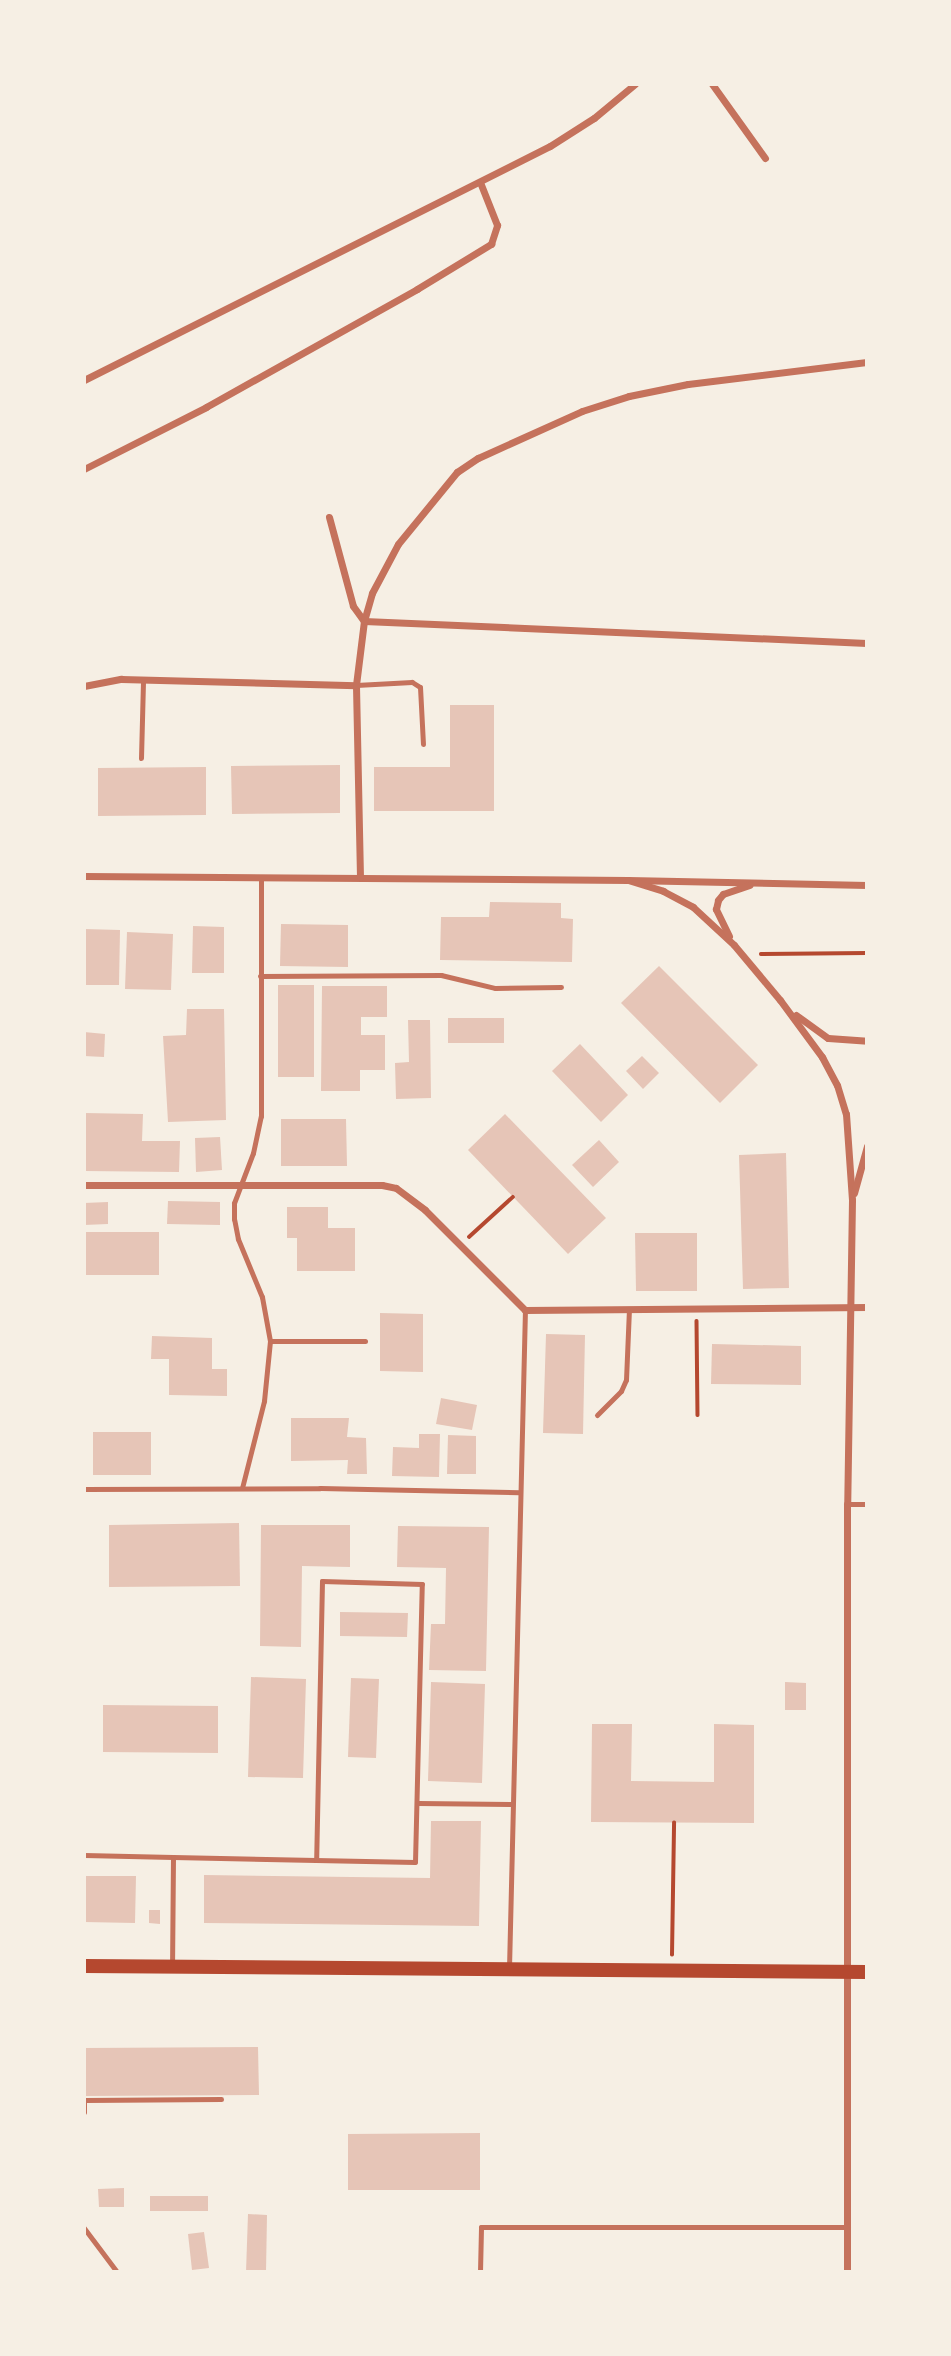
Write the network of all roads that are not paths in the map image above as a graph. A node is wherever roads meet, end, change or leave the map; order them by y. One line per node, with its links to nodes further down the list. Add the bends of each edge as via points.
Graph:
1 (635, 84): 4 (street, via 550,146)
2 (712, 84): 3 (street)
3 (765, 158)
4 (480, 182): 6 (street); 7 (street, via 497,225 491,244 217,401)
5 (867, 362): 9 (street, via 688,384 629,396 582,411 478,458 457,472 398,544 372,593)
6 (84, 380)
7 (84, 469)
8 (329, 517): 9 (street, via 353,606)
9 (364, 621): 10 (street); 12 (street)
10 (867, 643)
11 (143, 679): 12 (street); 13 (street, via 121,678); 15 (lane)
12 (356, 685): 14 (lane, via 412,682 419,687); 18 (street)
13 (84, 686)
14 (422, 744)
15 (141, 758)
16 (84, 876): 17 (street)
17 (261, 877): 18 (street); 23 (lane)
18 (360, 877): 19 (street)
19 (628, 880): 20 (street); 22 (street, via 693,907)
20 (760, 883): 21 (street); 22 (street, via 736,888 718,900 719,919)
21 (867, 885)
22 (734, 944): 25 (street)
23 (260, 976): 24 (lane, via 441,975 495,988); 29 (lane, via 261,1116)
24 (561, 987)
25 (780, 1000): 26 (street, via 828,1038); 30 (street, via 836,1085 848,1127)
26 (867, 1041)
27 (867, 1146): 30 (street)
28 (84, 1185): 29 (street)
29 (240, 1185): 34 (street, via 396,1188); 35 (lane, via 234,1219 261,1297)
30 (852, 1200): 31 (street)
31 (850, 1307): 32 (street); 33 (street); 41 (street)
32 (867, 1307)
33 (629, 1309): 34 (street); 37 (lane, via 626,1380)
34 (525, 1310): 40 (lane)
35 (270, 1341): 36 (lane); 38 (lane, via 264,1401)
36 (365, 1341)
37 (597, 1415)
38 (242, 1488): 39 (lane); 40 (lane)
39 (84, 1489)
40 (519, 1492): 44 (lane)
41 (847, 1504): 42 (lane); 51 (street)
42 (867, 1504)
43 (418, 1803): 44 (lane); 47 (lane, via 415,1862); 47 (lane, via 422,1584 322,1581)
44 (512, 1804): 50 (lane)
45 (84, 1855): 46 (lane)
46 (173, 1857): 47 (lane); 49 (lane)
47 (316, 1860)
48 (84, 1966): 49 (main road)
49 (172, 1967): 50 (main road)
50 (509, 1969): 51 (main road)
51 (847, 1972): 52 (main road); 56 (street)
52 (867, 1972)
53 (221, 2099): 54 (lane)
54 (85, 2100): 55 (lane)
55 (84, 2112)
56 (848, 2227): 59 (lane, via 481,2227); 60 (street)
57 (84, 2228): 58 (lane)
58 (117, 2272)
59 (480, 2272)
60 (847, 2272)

--------------------

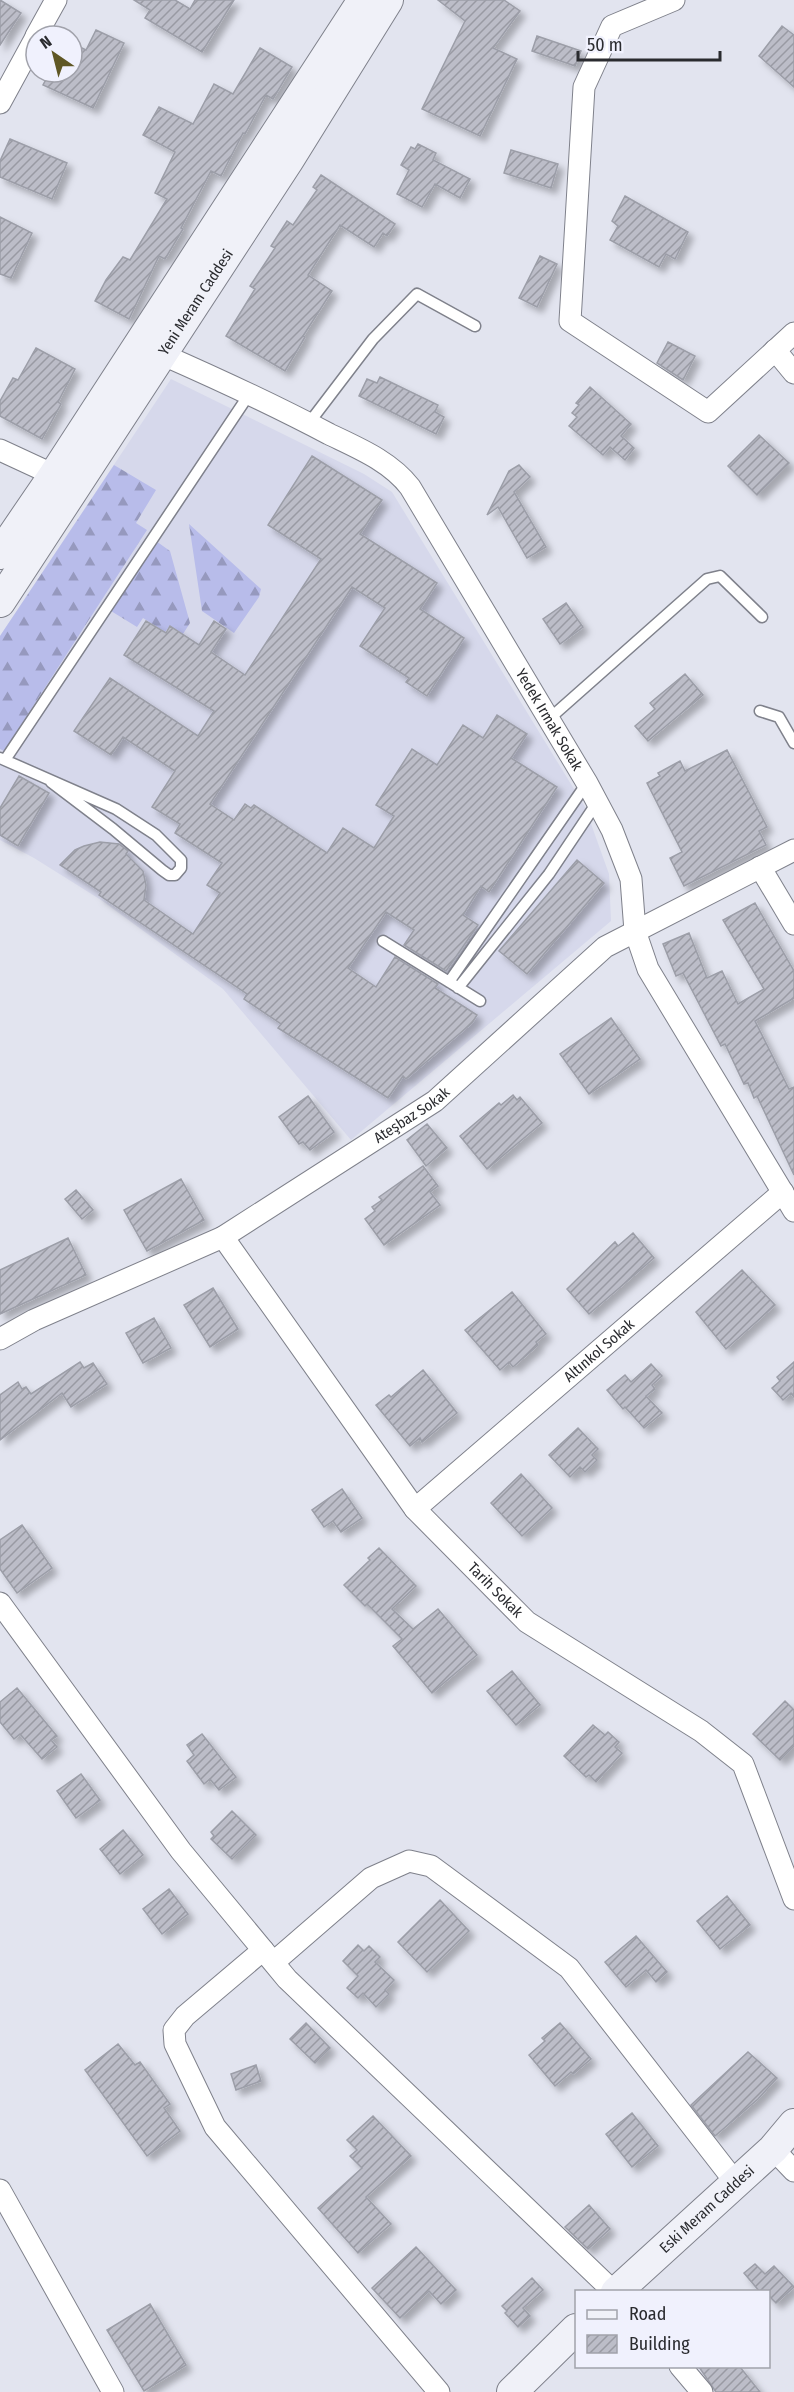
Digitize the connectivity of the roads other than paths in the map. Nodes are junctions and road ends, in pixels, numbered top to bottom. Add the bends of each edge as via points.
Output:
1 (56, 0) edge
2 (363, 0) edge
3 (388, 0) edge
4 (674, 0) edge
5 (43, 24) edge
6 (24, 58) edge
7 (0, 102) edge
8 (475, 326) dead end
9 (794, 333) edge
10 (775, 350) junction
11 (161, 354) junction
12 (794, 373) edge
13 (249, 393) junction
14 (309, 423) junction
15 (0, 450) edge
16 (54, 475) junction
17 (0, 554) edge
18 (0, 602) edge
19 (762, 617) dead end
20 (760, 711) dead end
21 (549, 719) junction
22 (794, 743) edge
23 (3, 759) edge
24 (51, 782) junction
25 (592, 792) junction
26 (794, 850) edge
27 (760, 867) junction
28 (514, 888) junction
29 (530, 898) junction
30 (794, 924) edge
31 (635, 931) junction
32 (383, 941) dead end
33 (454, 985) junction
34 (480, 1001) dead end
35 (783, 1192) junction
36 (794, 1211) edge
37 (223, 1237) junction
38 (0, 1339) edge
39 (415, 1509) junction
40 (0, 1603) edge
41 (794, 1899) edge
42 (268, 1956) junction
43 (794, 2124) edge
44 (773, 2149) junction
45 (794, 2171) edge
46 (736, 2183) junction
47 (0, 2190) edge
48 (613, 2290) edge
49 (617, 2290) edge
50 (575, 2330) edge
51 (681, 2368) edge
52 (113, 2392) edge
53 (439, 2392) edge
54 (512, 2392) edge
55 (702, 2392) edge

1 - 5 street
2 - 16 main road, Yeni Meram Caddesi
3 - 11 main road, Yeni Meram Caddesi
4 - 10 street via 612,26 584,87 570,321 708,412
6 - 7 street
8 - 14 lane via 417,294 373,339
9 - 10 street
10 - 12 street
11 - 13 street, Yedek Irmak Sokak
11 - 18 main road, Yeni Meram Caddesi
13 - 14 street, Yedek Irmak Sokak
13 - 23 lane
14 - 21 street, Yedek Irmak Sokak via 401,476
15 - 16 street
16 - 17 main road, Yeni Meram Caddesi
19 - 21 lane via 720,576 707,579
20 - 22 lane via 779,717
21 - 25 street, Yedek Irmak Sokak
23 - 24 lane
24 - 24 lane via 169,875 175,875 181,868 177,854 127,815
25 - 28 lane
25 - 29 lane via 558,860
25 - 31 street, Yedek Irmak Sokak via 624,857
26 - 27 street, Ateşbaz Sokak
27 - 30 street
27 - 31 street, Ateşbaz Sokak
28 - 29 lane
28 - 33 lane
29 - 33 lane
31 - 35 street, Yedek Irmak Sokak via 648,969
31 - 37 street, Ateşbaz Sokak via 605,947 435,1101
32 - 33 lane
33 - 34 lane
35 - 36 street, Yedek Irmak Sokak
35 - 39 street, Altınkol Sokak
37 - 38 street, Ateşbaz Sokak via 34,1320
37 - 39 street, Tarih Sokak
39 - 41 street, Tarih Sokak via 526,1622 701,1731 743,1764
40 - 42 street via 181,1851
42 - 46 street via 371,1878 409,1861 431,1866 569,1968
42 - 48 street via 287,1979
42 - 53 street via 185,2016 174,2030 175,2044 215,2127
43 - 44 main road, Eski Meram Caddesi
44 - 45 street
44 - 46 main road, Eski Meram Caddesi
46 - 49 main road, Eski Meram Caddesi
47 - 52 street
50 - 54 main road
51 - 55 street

--------------------

WHAT IS NEEDED: What belongs in the answer is each line of the listing that contains the word "Eski".

ANSWER BOX:
43 - 44 main road, Eski Meram Caddesi
44 - 46 main road, Eski Meram Caddesi
46 - 49 main road, Eski Meram Caddesi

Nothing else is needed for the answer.